The big one for me was that I just started meeting a lot of gay friends. And I just started being like, I cannot understand how a God who calls himself love - not just that he is loving, but that he is the epitome of the thing we call "love" - would be less loving than I could. Like, I would never take one of these people and, like, let them burn for eternity because of this thing that doesn't feel or seem destructive. But this God of love could do that? That feels really ridiculous.

And that started happening around the time when my ex-wife's dad also died very suddenly. While we were going through that process - which was part of writing Ars Moriendi, too - that was the big question people asked: "Was he saved? Was he a Christian?" And in a typical sense, no. He wasn't a Christian. So I started being like, "What? What kind of loving God would do that kind of thing?"

I think that through all that, I hit a pretty destructive, tough place in my life. I have this specific memory of being in my car and just crying and praying, and halfway through that prayer being like, "I'm not talking to anybody. I'm just talking to myself in this car." So I just stopped halfway through, and I think the next couple years I didn't do anything else. I was very depressed. I got very into astronomy, too, and the more that I read those kind of things, I think that that also wasn't healthy - it made life feel very pointless.

But yeah, somebody had given me this book of Rumi poetry and my family was on this trip at the beach and I was just like, okay, I'm gonna see what this is all about. And I opened to the first poem - actually, there's a mewithoutYou line that's taken directly from it. If you start reading Rumi, you'll be like, "Oh, every Aaron Weiss line is, like, word for word." It's either John Donne or Rumi. *laughs*

But there's this one poem where he’s talking about the world, and he says, "How did I end up in this brothel for drunks?" This is a paraphrase, but he basically says "I don't know where I came from, and I don't know where I'll end up when I die. Whoever brought me here will have to take me home." And I was just on the beach crying. Because I was like, "Oh my God, this guy from the 1200s is saying all this stuff that I've been wondering.” It just felt so sad and desperate but also so hopeful. So I soaked in that book - I mean, I was just flying through that book - and then started diving into some other Sufi stuff. And I went on this big journey. I was like okay, if I'm having trouble knowing what I believe, I don't want to just sit around. I don't wanna be the kind of person that says, I don't know what I believe, so that's it, and now I guess I'll be depressed and bummed-out my whole life. It's like, okay, then do something about it. So I started buying every religious book that I could and going through them. So you know, I was reading the Qur'an and the Bhagavad Gita and the Tao Te Ching and Thích Nhất Hạnh and Gandhi and Yogananda and all this stuff. And I think through that I started to feel this kind of revival of... not the literal meanings, but I guess of the essence of the things that I grew up with.

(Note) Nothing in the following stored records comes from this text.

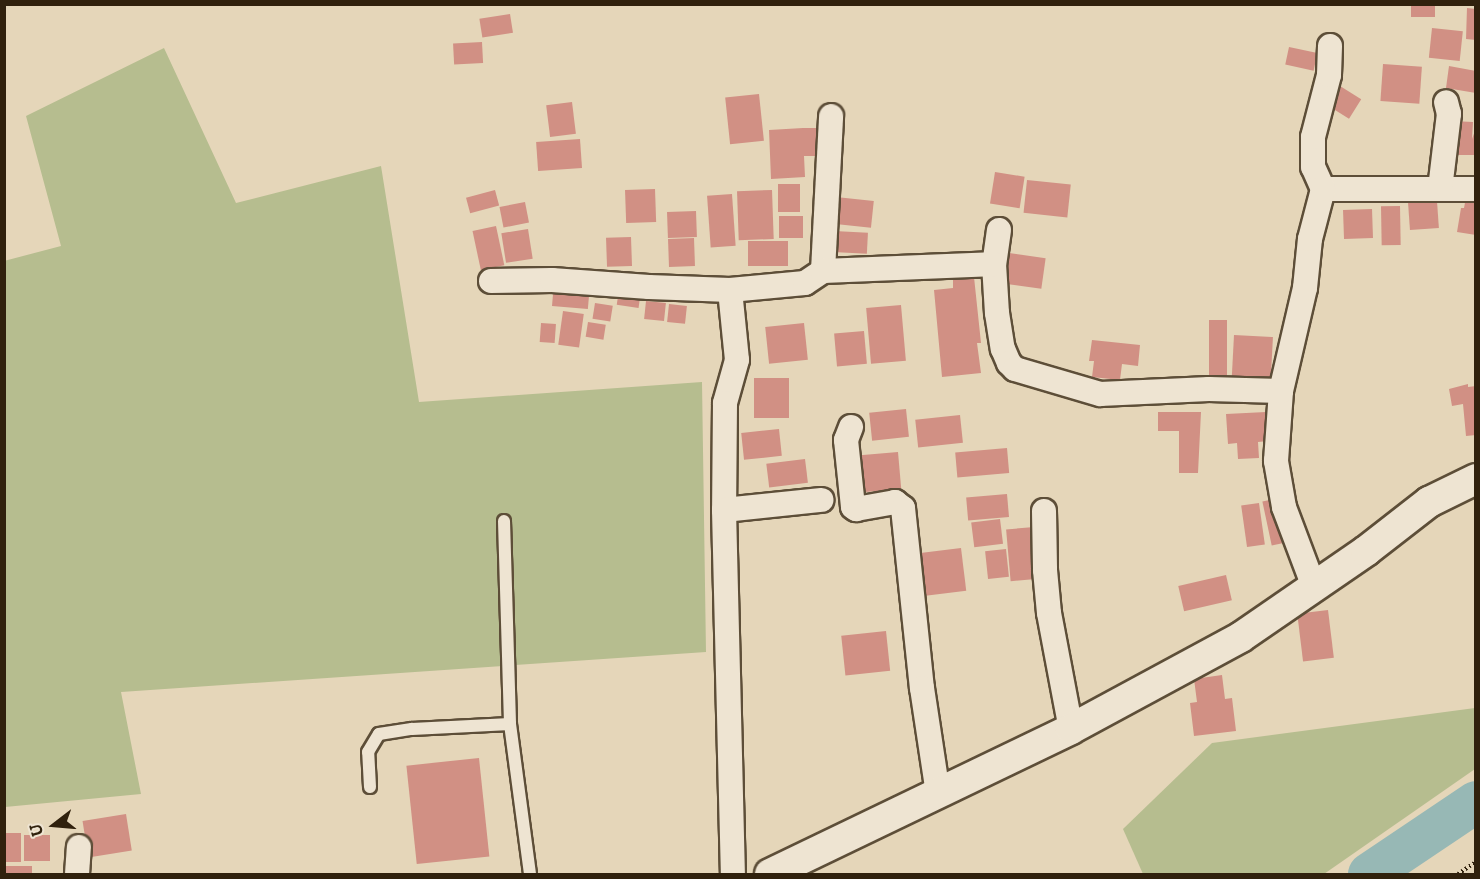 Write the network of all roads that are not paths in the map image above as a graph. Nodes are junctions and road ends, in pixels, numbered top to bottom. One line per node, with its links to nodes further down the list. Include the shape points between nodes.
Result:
1 (1330, 46): 4 (street, via 1329,75 1313,137 1313,167)
2 (1446, 102): 5 (street, via 1449,114)
3 (831, 116): 9 (street)
4 (1323, 189): 5 (street); 12 (street)
5 (1440, 189): 6 (street)
6 (1476, 189)
7 (999, 230): 8 (street)
8 (994, 264): 9 (street); 12 (street, via 1003,350 1015,369 1100,394 1209,389)
9 (823, 271): 11 (street, via 805,283)
10 (491, 281): 11 (street, via 552,280)
11 (729, 290): 16 (street, via 737,360 725,403)
12 (1281, 391): 19 (street, via 1276,461 1284,507)
13 (851, 427): 23 (street, via 846,440 853,507 895,502 903,508 922,688)
14 (1476, 478): 19 (street, via 1429,502)
15 (821, 500): 16 (street)
16 (724, 510): 27 (street)
17 (1044, 511): 21 (street, via 1049,613)
18 (504, 521): 20 (lane)
19 (1314, 587): 21 (street, via 1241,637)
20 (510, 724): 22 (lane, via 379,734 368,752); 26 (lane)
21 (1071, 729): 23 (street)
22 (370, 788)
23 (938, 794): 28 (street)
24 (79, 847): 25 (street)
25 (78, 874)
26 (530, 874)
27 (733, 874)
28 (770, 874)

And I started to realize that the essence of these things Jesus said still meant so much to me, and to some degree I stopped caring about if I could prove Noah's ark. It doesn't matter... I mean, what are those stories communicating? There’s some kind of hopeful thing that we’ve called God...

The Kaballah - which is like the mystic sect of Judaism - their word for God is the Ein Sof. And it basically means “nothing” with a capital N. It’s this idea that everything in our world, whether it’s an emotion or a house or a table, is something that’s tangible and something you can touch or feel. Even the emotion of something like sadness is something that you can wrap your brain around. And then we have this thing we call God, which is... the stuff that’s not that. *laughs*

So yeah, all this stuff just started to shape this understanding of religion being these beautiful stories of trying to explain this unexplainable thing we call God - you know, the Ein Sof... But it's still changing all the time, you know, and hopefully it always will be. I hope I'm always learning and changing.

SYA: Since it came out in 2009, David Bazan's Curse Your Branches has become kind of the touchstone "breaking-up-with-God" album. Do you see Listen to the River as that type of record, or something different?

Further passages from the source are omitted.